De acuerdo con Sloan y Wolfendale, el artículo de 2000 resalta la conexión entre los rayos cósmicos y las nubes de bajo nivel evitando por completo las nubes a otras altitudes. Esto es sorprendente debido a que la ionización por rayos cósmicos deberían incrementarse con la altitud. Los rayos cósmicos deberían ser interceptados antes en la atmósfera y convertidos en nubes, no abajo a menores altitudes. Si los rayos cósmicos tuviesen la culpa, se esperaría exactamente lo contrario, nubes a mayor altitud.

Esto no puede descartarse, pero es bastante improbable.

La siguiente pieza de las pruebas escépticas es la probabilidad de que los rayos cósmicos creen iones que se conviertan en gotas de agua.
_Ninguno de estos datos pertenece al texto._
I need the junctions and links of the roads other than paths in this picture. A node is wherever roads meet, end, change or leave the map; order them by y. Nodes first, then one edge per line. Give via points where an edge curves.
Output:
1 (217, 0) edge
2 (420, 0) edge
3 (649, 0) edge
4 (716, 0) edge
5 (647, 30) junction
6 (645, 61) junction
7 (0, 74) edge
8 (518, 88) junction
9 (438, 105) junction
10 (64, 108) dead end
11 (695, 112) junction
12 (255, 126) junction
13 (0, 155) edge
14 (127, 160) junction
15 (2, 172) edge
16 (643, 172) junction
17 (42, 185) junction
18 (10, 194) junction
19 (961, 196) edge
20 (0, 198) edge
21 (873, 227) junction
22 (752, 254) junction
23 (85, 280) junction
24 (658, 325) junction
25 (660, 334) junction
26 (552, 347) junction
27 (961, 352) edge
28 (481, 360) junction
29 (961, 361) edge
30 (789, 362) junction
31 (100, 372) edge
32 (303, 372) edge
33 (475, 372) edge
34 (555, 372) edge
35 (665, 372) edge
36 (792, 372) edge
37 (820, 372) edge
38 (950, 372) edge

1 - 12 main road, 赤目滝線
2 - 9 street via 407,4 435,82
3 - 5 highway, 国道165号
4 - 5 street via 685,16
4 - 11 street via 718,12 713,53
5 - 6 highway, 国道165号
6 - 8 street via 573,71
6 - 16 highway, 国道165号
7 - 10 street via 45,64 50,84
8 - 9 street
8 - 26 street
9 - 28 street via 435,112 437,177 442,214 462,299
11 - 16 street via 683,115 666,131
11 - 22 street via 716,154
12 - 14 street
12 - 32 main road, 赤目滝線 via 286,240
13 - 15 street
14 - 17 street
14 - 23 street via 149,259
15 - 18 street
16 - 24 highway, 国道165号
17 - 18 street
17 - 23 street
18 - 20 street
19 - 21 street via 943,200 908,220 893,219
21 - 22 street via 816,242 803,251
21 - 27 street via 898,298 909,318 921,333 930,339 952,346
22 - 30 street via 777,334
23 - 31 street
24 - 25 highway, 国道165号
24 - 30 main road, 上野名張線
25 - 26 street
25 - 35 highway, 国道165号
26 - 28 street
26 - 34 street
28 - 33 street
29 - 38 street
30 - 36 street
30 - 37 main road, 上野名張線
Los investigadores estimaron la densidad de las gotas de nubes que podrían producirse por los rayos cósmicos a las altitudes más bajas. Encontraron que el ratio de producción de iones era demasiado bajo para generar el número de gota de agua requerido para crear nubes.

Los escépticos del calentamiento global explican el ciclo natural rayos cósmicos – capa de nubes – calentamiento global como la interacción entre el ciclo de actividad solar de 11 años y la magnitud de los rayos cósmicos que alcanzan la atmósfera de la Tierra. Cuando se incrementa el viento solar, lanza rayos cósmicos que alcanzarían la magnetosfera terrestre.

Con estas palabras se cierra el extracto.